Figure 1. Synthetic pathway to ferrocenium polymers

    The paramagnetic polymers are solution cast under a magnetic field, giving TP-oriented highly conductive PF-OH and LPF-OH AEMs (MMs – magnetically-cast membranes), denoted as MM-PF-OH and MM-LPF-OH. Comparative membranes made without magnetic field (NMs – non-magnetically-cast membranes) are denoted as NM-PF-OH and NM-LPF-OH. Figure 2 shows the remarkable morphology differences between MMs and NMs observed by transmission electron microscopy (TEM), demonstrating the efficacy of the magnetic field in creating oriented hydroxide channel structures.

Figure 2. TEM images and graphical illustration for the microstructure of NMs and MMs

    MMs with TP-oriented channels have remarkably higher hydroxide ion conductivities (σ) in the TP direction than the IP direction (Figure 3), with σTP/σIP ratios of 8.9 ~ 36.8, depending on the temperature.

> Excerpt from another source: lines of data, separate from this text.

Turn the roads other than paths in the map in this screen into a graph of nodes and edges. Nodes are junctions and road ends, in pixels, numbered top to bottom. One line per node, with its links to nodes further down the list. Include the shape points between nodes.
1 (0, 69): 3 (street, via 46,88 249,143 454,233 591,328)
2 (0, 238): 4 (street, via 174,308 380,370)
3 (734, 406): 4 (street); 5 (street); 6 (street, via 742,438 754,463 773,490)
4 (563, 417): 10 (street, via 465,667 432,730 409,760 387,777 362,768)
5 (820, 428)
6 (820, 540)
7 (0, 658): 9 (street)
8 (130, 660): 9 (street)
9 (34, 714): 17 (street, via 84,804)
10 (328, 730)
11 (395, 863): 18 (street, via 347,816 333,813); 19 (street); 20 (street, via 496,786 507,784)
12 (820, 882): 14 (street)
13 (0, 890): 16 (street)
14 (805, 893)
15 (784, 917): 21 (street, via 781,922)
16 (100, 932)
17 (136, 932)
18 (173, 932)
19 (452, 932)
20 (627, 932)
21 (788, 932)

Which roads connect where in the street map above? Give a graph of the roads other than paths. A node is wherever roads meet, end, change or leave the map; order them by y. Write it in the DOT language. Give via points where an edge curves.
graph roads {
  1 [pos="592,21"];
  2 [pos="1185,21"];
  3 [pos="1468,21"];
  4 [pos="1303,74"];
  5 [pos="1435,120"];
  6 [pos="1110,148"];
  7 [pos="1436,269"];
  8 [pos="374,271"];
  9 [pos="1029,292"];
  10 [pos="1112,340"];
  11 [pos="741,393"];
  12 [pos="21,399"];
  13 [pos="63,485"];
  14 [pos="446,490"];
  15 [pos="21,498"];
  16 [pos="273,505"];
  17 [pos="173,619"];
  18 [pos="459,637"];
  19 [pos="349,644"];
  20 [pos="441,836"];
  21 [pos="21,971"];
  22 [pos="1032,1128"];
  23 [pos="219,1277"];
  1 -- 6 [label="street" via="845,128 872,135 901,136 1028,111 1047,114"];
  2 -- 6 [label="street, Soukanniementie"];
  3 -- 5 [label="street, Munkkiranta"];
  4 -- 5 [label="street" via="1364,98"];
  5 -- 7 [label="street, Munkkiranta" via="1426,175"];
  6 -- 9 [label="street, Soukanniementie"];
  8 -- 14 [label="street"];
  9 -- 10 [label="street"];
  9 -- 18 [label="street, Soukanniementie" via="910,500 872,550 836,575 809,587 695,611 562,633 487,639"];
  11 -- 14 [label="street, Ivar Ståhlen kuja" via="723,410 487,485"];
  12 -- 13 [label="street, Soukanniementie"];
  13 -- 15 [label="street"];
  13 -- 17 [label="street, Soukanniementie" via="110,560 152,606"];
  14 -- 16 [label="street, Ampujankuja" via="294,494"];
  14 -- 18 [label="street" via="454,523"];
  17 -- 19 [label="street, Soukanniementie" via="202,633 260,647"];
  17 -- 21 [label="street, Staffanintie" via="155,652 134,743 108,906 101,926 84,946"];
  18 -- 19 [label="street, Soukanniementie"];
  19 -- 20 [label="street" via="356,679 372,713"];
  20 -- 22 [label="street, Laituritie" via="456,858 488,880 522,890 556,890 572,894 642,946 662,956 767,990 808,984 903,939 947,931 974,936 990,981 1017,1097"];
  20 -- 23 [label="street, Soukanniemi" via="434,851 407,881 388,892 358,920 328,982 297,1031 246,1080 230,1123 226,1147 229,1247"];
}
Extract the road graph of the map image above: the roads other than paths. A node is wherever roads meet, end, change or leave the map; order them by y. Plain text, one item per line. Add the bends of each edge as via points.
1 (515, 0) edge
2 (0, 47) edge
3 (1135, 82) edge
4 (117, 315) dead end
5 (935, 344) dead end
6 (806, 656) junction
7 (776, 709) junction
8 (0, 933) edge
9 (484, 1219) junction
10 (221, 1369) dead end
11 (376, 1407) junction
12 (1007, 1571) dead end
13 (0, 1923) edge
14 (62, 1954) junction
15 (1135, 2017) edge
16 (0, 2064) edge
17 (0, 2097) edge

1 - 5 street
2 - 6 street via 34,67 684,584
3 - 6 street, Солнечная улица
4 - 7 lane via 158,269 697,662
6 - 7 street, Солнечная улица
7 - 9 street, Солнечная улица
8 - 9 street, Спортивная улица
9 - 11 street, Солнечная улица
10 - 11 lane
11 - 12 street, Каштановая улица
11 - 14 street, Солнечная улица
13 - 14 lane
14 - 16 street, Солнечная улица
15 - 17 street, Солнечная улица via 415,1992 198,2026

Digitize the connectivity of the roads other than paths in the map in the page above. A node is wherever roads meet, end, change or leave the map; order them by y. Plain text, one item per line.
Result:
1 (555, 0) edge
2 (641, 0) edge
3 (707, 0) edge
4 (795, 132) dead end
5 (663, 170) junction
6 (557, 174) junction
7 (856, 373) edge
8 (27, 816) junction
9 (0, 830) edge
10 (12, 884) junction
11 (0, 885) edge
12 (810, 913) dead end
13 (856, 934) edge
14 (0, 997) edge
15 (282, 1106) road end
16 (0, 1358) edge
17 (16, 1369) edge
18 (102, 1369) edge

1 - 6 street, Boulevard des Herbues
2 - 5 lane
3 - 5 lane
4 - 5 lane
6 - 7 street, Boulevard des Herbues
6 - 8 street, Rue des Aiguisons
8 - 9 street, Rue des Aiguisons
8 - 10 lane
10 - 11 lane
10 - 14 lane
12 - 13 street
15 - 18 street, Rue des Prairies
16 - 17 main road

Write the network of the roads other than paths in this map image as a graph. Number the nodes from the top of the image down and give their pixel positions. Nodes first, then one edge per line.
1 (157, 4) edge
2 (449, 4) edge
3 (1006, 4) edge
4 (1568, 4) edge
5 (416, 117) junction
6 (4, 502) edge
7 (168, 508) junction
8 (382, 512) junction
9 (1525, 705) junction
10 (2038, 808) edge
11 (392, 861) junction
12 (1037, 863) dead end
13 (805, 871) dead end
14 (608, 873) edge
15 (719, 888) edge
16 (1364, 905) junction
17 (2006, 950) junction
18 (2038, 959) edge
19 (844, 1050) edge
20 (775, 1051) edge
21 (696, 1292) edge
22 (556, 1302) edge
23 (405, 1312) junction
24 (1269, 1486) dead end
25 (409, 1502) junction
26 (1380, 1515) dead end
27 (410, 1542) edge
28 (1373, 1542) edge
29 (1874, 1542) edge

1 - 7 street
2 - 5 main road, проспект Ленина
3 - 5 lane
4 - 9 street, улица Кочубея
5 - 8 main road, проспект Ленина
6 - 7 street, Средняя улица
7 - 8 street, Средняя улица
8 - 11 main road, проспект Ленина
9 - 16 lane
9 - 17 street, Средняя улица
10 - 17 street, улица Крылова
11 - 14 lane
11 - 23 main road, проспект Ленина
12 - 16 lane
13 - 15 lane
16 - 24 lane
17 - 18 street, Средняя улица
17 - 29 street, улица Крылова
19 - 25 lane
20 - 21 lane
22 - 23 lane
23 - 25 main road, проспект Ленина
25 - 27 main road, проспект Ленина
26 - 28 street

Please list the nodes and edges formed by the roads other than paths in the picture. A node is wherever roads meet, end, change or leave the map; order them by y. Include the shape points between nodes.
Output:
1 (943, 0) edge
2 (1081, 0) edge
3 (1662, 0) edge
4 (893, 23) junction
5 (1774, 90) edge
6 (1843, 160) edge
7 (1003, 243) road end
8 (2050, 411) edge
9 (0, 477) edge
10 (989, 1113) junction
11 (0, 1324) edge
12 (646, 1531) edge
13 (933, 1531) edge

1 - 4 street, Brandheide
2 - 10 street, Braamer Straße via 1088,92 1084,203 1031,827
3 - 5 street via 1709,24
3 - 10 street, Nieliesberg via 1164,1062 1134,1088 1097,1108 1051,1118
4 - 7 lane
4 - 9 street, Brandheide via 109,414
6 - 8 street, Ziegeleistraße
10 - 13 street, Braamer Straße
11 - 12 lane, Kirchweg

The σTP/σIP ratio for MM-LPF-OH is also slightly higher than MM-PF-OH, because of the higher degree of polymer orientation. Moreover, the TP hydroxide ion conductivities of MMs vs. NMs are 3.1 ~ 6.3 higher at various temperatures, suggesting more efficient transport across the membrane in an AEMFC configuration.

Figure 3. Comparative Arrhenius plots of TP and IP OH conductivity of NMs and MMs in water. The magnetically-aligned membranes show remarkably higher conductivity in the TP direction compared with the IP direction.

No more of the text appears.